You can do perfectly good data science _without_ ever writing a `class`. 

However, using `Object-Oriented Programming` can make your data science <u>easier to write</u>, <u>easier to read</u>, and <u>more intuitive</u> while also making it **more shareable/extensible**.

---
#### Object-Oriented Programming

Whenever you code in Python, you should always have a similar questions that you ask yourself during your workflow: "What do I have?" and "What do I need?". While working on subcomponents of a function, you should always ask yourself "What ***kind*** of object am I working with, and what does it do?"
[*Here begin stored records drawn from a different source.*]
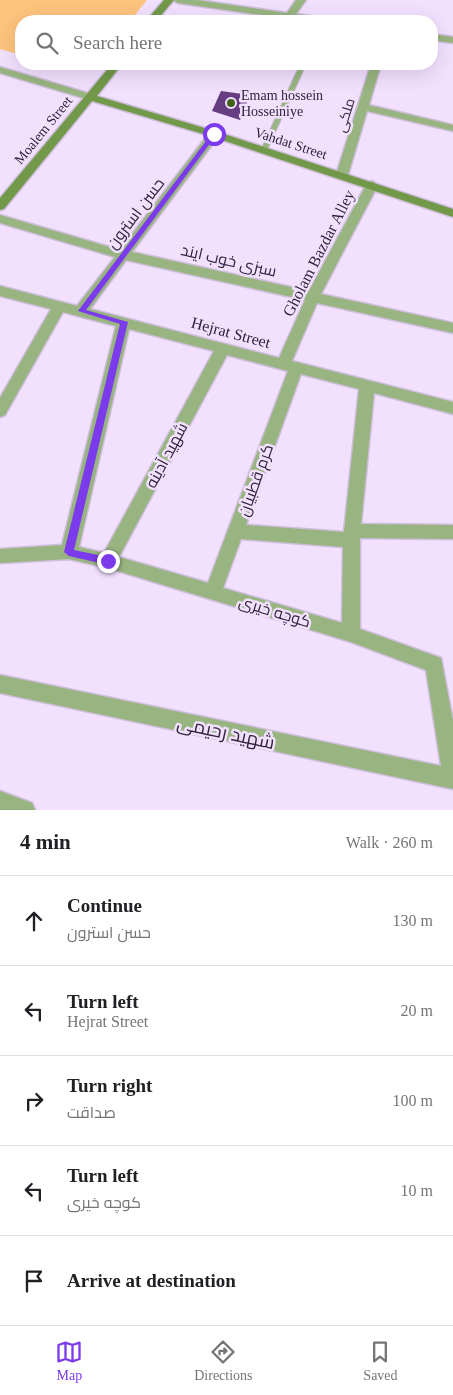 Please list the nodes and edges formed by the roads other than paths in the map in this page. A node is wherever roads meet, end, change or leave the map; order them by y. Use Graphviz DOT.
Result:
graph roads {
  1 [pos="169,0"];
  2 [pos="178,0"];
  3 [pos="301,0"];
  4 [pos="156,15"];
  5 [pos="283,15"];
  6 [pos="291,15"];
  7 [pos="438,38"];
  8 [pos="453,40"];
  9 [pos="0,70"];
  10 [pos="112,70"];
  11 [pos="374,70"];
  12 [pos="300,71"];
  13 [pos="90,97"];
  14 [pos="363,107"];
  15 [pos="453,128"];
  16 [pos="214,134"];
  17 [pos="264,150"];
  18 [pos="342,175"];
  19 [pos="372,185"];
  20 [pos="0,206"];
  21 [pos="453,213"];
  22 [pos="0,219"];
  23 [pos="124,255"];
  24 [pos="0,291"];
  25 [pos="313,297"];
  26 [pos="59,306"];
  27 [pos="81,311"];
  28 [pos="124,322"];
  29 [pos="453,328"];
  30 [pos="224,348"];
  31 [pos="290,366"];
  32 [pos="368,386"];
  33 [pos="453,408"];
  34 [pos="0,411"];
  35 [pos="236,531"];
  36 [pos="453,532"];
  37 [pos="352,535"];
  38 [pos="69,552"];
  39 [pos="0,556"];
  40 [pos="108,561"];
  41 [pos="213,592"];
  42 [pos="351,634"];
  43 [pos="0,684"];
  44 [pos="453,779"];
  45 [pos="0,800"];
  46 [pos="26,810"];
  1 -- 4 [label="main road"];
  2 -- 5 [label="street"];
  3 -- 6 [label="street"];
  7 -- 8 [label="street"];
  9 -- 13 [label="street"];
  10 -- 13 [label="main road, Moalem Street"];
  11 -- 14 [label="street, ملکی"];
  12 -- 17 [label="lane"];
  13 -- 16 [label="main road, Vahdat Street"];
  13 -- 20 [label="main road, Moalem Street"];
  14 -- 15 [label="street"];
  14 -- 18 [label="street, ملکی"];
  16 -- 17 [label="main road, Vahdat Street"];
  16 -- 23 [label="street, حسن استرون"];
  17 -- 18 [label="main road, Vahdat Street"];
  18 -- 19 [label="main road, Vahdat Street"];
  19 -- 21 [label="main road, Vahdat Street"];
  19 -- 25 [label="street, Gholam Bazdar Alley"];
  22 -- 23 [label="street, سبزی خوب ایند"];
  23 -- 25 [label="street, سبزی خوب ایند"];
  23 -- 27 [label="street, حسن استرون"];
  24 -- 26 [label="street, Hejrat Street"];
  25 -- 29 [label="street, سبزی خوب ایند"];
  25 -- 31 [label="street, Gholam Bazdar Alley"];
  26 -- 27 [label="street, Hejrat Street"];
  26 -- 34 [label="street"];
  27 -- 28 [label="street, Hejrat Street"];
  28 -- 30 [label="street, Hejrat Street"];
  28 -- 38 [label="street"];
  30 -- 31 [label="street, Hejrat Street"];
  30 -- 40 [label="street, شهید آدینه"];
  31 -- 32 [label="street, Hejrat Street"];
  31 -- 35 [label="street, کرم قطبیان"];
  32 -- 33 [label="street, Hejrat Street"];
  32 -- 37 [label="street"];
  35 -- 37 [label="street"];
  35 -- 41 [label="street, کرم قطبیان"];
  36 -- 37 [label="street"];
  37 -- 42 [label="street"];
  38 -- 39 [label="street, کوچه خیری"];
  38 -- 40 [label="street, کوچه خیری"];
  40 -- 41 [label="street, کوچه خیری"];
  41 -- 42 [label="street, کوچه خیری"];
  42 -- 44 [label="street, کوچه خیری"];
  43 -- 44 [label="street, شهید رحیمی"];
  45 -- 46 [label="street"];
}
In Python, ***EVERYTHING*** is an object!

In [2]:
# Different types

type(list)

type

In [4]:
{1:"d"}

{1: 'd'}

In [6]:
type({1:"d"})

dict

In [8]:
dir(list)

['__add__',
 '__class__',
 '__class_getitem__',
 '__contains__',
 '__delattr__',
 '__delitem__',
 '__dir__',
 '__doc__',
 '__eq__',
 '__format__',
 '__ge__',
 '__getattribute__',
 '__getitem__',
 '__getstate__',
 '__gt__',
 '__hash__',
 '__iadd__',
 '__imul__',
 '__init__',
 '__init_subclass__',
 '__iter__',
 '__le__',
 '__len__',
 '__lt__',
 '__mul__',
 '__ne__',
 '__new__',
 '__reduce__',
 '__reduce_ex__',
 '__repr__',
 '__reversed__',
 '__rmul__',
 '__setattr__',
 '__setitem__',
 '__sizeof__',
 '__str__',
 '__subclasshook__',
 'append',
 'clear',
 'copy',
 'count',
 'extend',
 'index',
 'insert',
 'pop',
 'remove',
 'reverse',
 'sort']

### So what _are_ objects?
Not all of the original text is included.